GlobalDoc: A Cross-Modal Vision-Language Framework for Real-World Document Image Retrieval and Classification

Published on Jan 25, 2025

Scene 1 (0s)

[Audio] Hello everyone, today I am presenting Globaldoc: a cross-modal vision and language framework for real-workd document image retrieval and classification..

Scene 2 (14s)

[Audio] Despite significant advancements in Visual Document Understanding (VDU) through multimodal language models, real-world deployment in industrial settings remains challenging. State-of-the-art (SoTA) VDU models struggle to maintain performance and efficiency due to the following critical limitations. Most existing approaches, such as LayoutLM series and DocFormer, heavily rely on OCR-based text extraction to learn local positional information with designed pre-text tasks like masked vision-language modeling. This dependence reduces flexibility, limits the model's ability to capture global document structures and hinders generalization in real-world industrial settings, as OCR outputs can be noisy, domain-specific, and error-prone, leading to performance degradation in diverse document types..

Scene 3 (1m 12s)

[Audio] Additionally, many self-supervised learning (SSL) methods like selfdoc, and unidoc, require region-level feature extraction, utilizing pre-trained object detectors to process visual elements for table understanding, and document layout analysis. This results in increased computational overhead, making real-time or large-scale processing inefficient..

Scene 4 (1m 45s)

[Audio] Pretrained VDU models often rely on offline datasets that fail to capture the diversity of real-world, industrial documents, limiting their ability to generalize to new formats and layouts. Additionally, many models are restricted to joint vision-language processing, whereas practical applications require flexible solutions that can efficiently handle both uni-modal (vision-only or text-only) and multi-modal inputs without compromising performance..

Scene 5 (2m 17s)

[Audio] Our approach introduces GlobalDoc, a page-level pre-training framework designed to capture global relationships between vision and language modalities at the page-level, rather than relying solely on local word- or region-level features.
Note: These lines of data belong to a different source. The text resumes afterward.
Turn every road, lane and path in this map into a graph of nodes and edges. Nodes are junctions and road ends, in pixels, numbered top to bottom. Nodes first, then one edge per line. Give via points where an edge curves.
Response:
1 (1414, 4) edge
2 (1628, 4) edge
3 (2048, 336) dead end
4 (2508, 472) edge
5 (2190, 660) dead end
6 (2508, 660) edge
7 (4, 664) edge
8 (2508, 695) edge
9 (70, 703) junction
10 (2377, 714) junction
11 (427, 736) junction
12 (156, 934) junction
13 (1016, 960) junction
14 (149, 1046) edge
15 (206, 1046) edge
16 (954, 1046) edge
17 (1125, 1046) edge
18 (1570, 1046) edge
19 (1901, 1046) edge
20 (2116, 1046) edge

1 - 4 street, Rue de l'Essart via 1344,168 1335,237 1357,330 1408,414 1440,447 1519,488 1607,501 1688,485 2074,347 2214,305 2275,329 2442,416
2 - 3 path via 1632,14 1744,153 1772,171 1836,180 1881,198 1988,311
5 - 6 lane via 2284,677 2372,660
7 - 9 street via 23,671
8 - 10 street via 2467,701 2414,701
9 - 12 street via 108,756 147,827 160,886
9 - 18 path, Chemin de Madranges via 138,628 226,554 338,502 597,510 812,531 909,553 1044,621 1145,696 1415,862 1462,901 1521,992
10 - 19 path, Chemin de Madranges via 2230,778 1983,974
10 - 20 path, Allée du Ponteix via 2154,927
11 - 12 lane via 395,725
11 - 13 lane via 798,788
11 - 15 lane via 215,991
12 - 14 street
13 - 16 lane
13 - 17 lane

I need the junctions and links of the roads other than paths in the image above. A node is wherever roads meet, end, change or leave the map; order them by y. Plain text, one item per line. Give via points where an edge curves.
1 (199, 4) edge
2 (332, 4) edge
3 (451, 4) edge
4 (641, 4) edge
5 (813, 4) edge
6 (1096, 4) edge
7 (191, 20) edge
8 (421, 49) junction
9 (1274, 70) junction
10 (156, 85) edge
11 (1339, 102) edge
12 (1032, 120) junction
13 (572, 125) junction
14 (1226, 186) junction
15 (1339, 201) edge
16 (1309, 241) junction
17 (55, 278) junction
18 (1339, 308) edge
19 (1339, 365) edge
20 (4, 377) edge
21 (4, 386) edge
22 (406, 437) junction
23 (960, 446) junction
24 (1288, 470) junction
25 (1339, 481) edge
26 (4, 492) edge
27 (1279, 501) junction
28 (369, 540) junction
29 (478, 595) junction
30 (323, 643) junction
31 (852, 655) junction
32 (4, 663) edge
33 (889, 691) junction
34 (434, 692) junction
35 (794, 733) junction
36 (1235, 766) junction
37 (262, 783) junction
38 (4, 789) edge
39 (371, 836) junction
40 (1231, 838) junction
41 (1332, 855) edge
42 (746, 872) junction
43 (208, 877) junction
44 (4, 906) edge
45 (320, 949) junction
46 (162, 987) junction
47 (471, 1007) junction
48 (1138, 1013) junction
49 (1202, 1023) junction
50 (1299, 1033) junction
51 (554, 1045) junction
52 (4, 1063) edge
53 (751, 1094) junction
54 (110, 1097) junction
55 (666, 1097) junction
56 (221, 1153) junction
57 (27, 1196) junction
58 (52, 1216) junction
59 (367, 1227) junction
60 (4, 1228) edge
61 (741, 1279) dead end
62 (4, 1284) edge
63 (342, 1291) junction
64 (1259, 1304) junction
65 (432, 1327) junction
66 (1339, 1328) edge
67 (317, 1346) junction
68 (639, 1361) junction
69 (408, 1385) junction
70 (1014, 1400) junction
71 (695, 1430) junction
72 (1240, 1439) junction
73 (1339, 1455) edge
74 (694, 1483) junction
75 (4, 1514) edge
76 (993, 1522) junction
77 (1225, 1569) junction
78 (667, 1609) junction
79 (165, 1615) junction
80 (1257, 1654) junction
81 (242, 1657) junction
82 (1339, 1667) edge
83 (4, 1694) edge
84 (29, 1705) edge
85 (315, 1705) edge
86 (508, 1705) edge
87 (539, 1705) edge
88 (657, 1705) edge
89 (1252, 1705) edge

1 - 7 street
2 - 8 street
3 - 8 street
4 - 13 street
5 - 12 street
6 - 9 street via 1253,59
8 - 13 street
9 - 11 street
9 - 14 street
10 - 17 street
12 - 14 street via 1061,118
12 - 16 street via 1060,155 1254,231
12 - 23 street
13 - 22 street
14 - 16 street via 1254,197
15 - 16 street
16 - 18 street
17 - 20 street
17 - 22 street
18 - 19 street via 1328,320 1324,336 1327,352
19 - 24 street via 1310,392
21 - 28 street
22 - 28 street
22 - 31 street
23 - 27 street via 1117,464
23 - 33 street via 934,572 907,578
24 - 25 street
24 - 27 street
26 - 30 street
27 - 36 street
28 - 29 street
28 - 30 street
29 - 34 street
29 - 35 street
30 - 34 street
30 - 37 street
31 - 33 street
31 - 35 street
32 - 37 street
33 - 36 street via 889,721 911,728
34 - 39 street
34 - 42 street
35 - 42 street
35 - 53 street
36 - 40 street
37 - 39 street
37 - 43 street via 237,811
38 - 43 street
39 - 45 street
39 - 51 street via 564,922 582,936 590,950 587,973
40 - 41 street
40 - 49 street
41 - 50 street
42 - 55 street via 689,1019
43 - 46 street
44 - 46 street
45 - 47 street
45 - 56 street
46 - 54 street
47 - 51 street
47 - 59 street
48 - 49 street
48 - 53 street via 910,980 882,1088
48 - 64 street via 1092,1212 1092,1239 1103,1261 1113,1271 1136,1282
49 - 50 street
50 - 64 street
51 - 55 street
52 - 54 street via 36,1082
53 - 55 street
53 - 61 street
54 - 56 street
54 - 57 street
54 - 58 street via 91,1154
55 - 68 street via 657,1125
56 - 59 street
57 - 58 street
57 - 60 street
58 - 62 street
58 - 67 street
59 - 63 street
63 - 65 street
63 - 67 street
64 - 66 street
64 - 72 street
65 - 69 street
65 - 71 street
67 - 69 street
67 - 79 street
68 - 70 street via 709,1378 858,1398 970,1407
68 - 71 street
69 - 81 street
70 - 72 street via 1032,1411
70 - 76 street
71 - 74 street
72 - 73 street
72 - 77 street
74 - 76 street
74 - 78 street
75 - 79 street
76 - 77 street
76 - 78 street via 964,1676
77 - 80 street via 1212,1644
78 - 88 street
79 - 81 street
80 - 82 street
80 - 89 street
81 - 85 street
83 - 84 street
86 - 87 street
Unlike traditional VDU models that depend on OCR-based 2D positional encodings, GlobalDoc enhances cross-modal representation learning, by proposing three novel pretext tasks. Furthermore, we introduce two document-level downstream tasks—Few-Shot Document Image Classification (Few-Shot DIC) and Content-Based Document Image Retrieval (DIR)—to evaluate the model's generalizability in industrial scenarios..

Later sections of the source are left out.